PROBLEM REQUIREMENTS » Because the copy must hold no pictures, return the data below with all of its words intact.

|---|

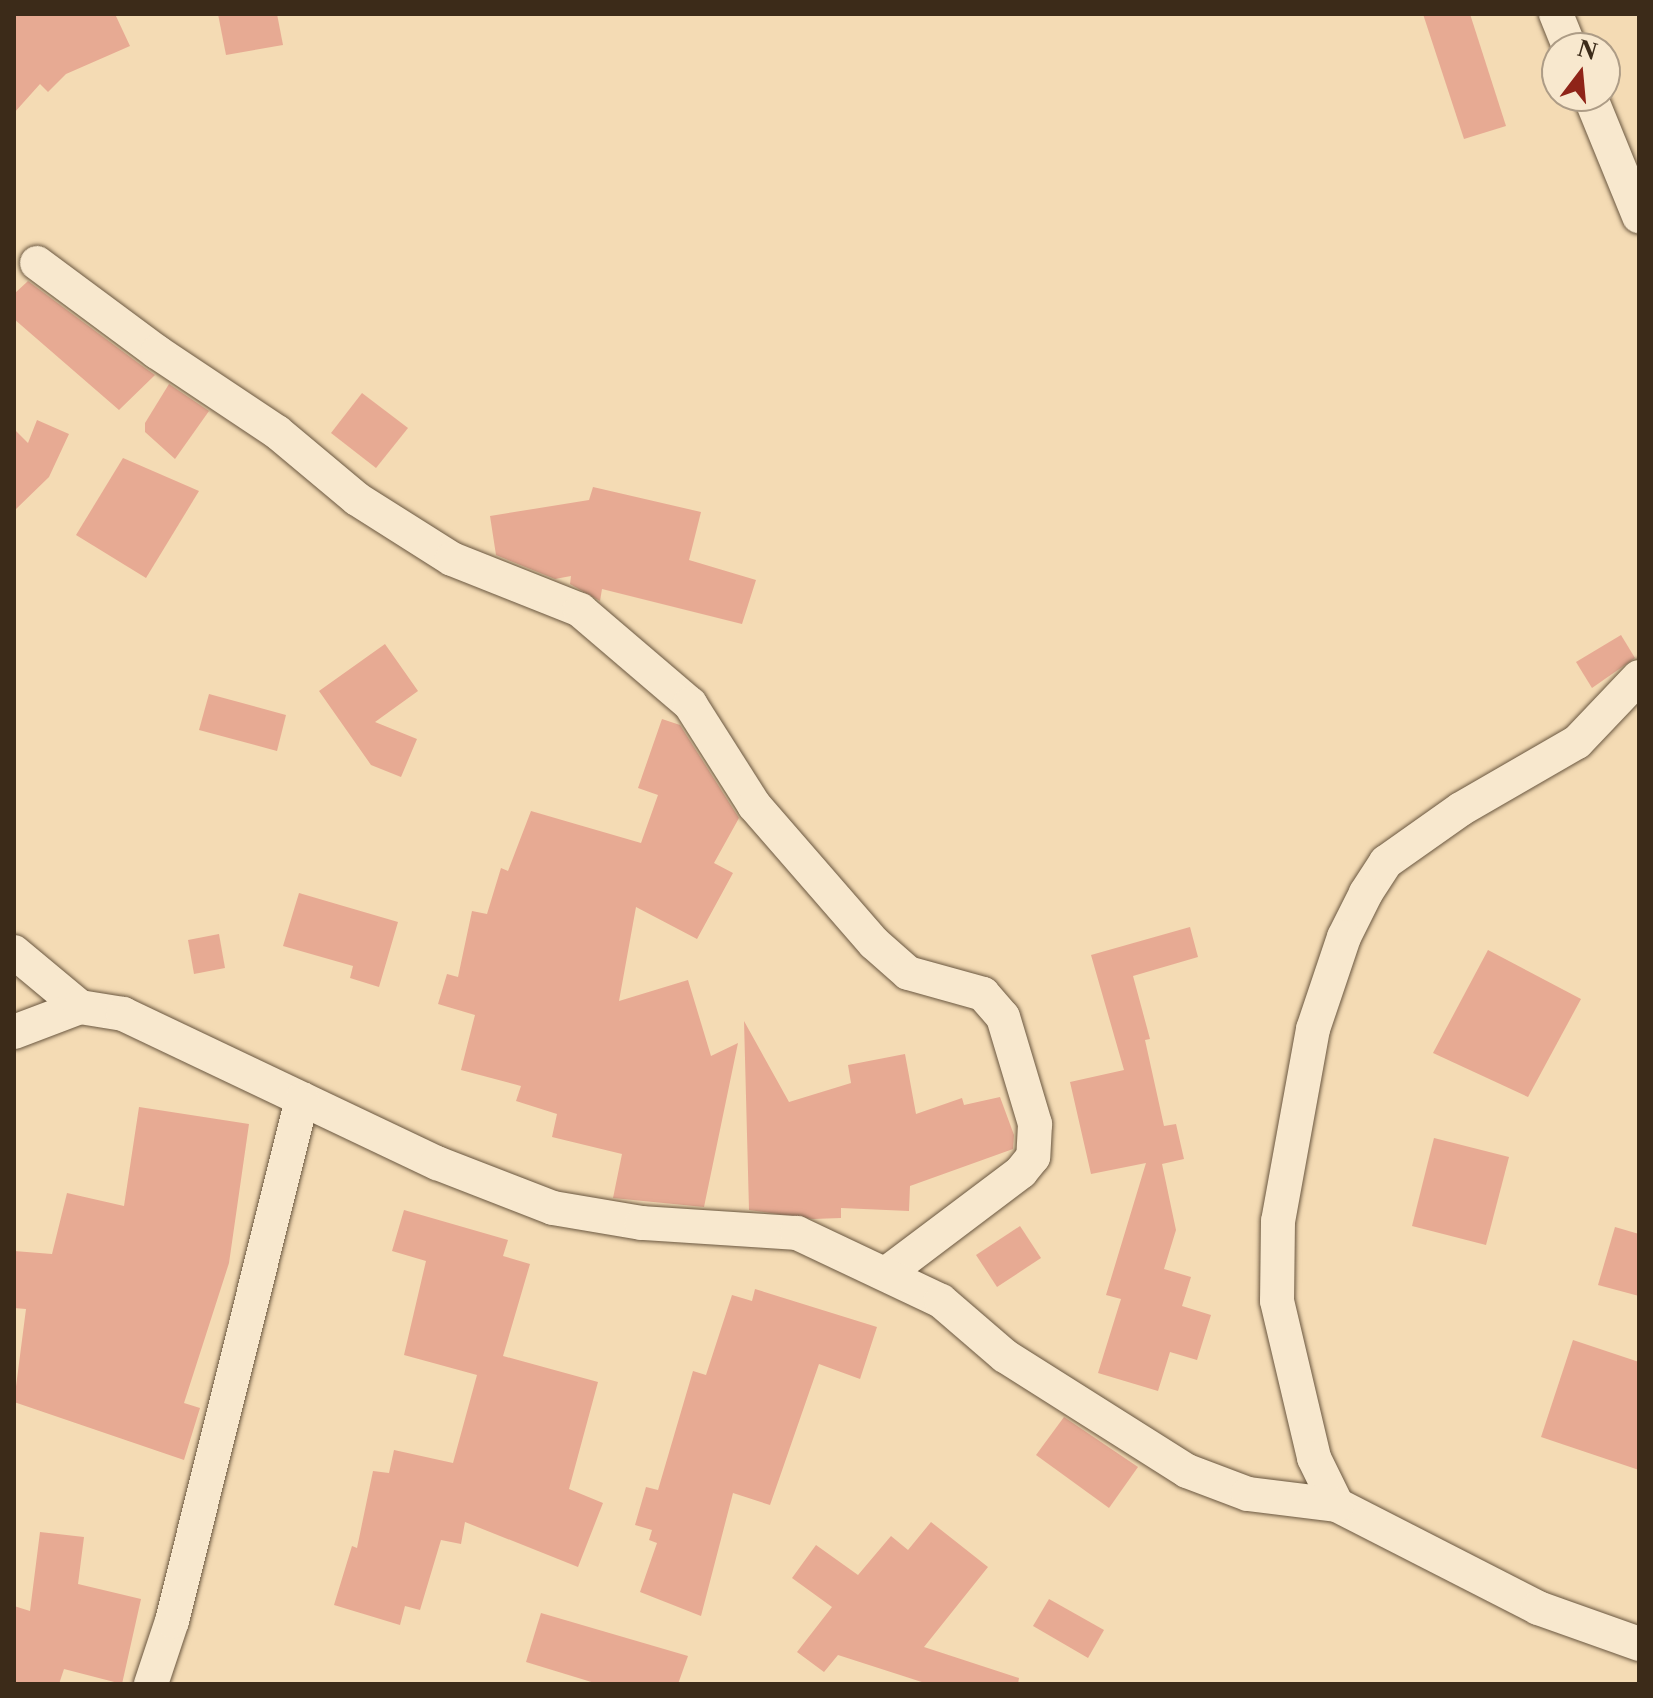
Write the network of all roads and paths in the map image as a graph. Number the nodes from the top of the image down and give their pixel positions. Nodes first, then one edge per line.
1 (1597, 112) edge
2 (1639, 216) edge
3 (37, 263) dead end
4 (1639, 677) edge
5 (14, 952) edge
6 (80, 1007) junction
7 (14, 1032) edge
8 (302, 1099) junction
9 (887, 1273) junction
10 (1337, 1505) junction
11 (1639, 1644) edge
12 (151, 1684) edge

1 - 2 street
3 - 9 street
4 - 10 street
5 - 6 street
6 - 7 street
6 - 8 street
8 - 9 street
8 - 12 street
9 - 10 street
10 - 11 street

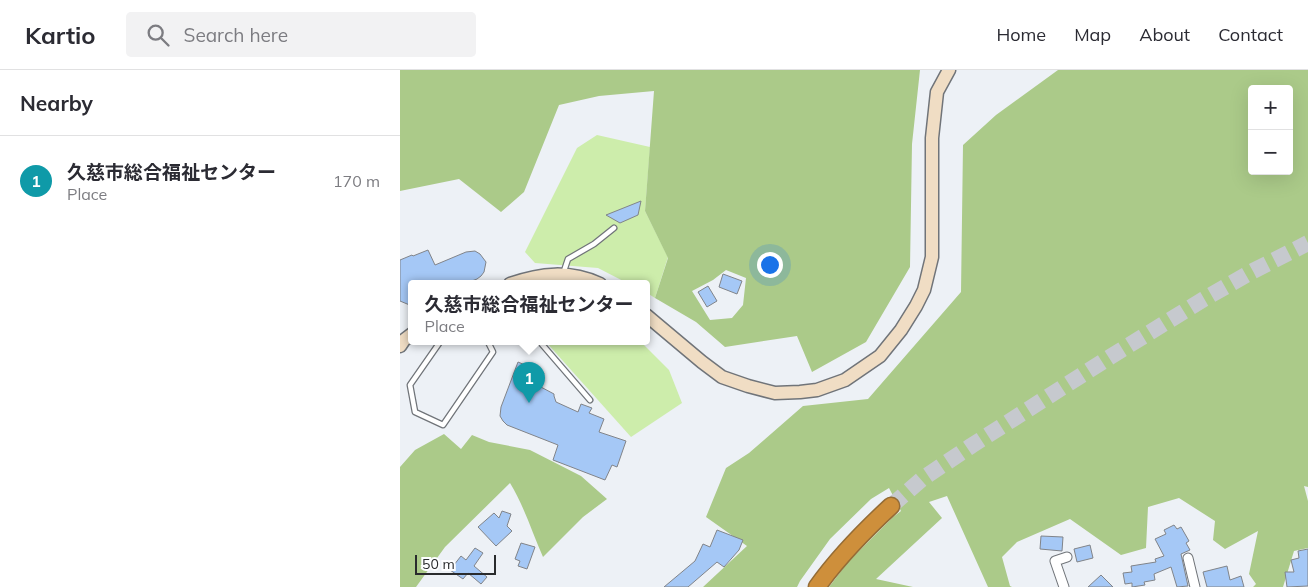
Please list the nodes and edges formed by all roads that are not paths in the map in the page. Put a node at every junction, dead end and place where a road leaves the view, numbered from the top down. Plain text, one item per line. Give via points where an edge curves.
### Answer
1 (950, 70) edge
2 (614, 228) dead end
3 (562, 275) junction
4 (531, 280) edge
5 (587, 280) edge
6 (650, 317) edge
7 (438, 345) edge
8 (490, 345) edge
9 (543, 345) edge
10 (590, 400) dead end
11 (892, 506) tunnel mouth
12 (1067, 557) dead end
13 (1188, 558) dead end
14 (817, 587) edge
15 (1064, 587) edge
16 (1195, 587) edge

1 - 6 street via 937,92 932,138 932,258 924,290 916,306 880,356 845,380 817,390 775,393 722,377
2 - 3 lane via 568,259
3 - 4 street via 551,274
3 - 5 street
7 - 8 lane via 410,385 415,412 443,425 493,352
9 - 10 lane
11 - 14 highway via 853,542
12 - 15 street via 1054,560
13 - 16 street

|---|

TASK ANSWER »
Write the network of all roads and paths in the map image as a graph. Number the nodes from the top of the image down and give their pixel positions. Nodes first, then one edge per line.
1 (1597, 112) edge
2 (1639, 216) edge
3 (37, 263) dead end
4 (1639, 677) edge
5 (14, 952) edge
6 (80, 1007) junction
7 (14, 1032) edge
8 (302, 1099) junction
9 (887, 1273) junction
10 (1337, 1505) junction
11 (1639, 1644) edge
12 (151, 1684) edge

1 - 2 street
3 - 9 street
4 - 10 street
5 - 6 street
6 - 7 street
6 - 8 street
8 - 9 street
8 - 12 street
9 - 10 street
10 - 11 street

Please list the nodes and edges formed by all roads that are not paths in the map in the page. Put a node at every junction, dead end and place where a road leaves the view, numbered from the top down. Plain text, one item per line. Give via points where an edge curves.
### Answer
1 (950, 70) edge
2 (614, 228) dead end
3 (562, 275) junction
4 (531, 280) edge
5 (587, 280) edge
6 (650, 317) edge
7 (438, 345) edge
8 (490, 345) edge
9 (543, 345) edge
10 (590, 400) dead end
11 (892, 506) tunnel mouth
12 (1067, 557) dead end
13 (1188, 558) dead end
14 (817, 587) edge
15 (1064, 587) edge
16 (1195, 587) edge

1 - 6 street via 937,92 932,138 932,258 924,290 916,306 880,356 845,380 817,390 775,393 722,377
2 - 3 lane via 568,259
3 - 4 street via 551,274
3 - 5 street
7 - 8 lane via 410,385 415,412 443,425 493,352
9 - 10 lane
11 - 14 highway via 853,542
12 - 15 street via 1054,560
13 - 16 street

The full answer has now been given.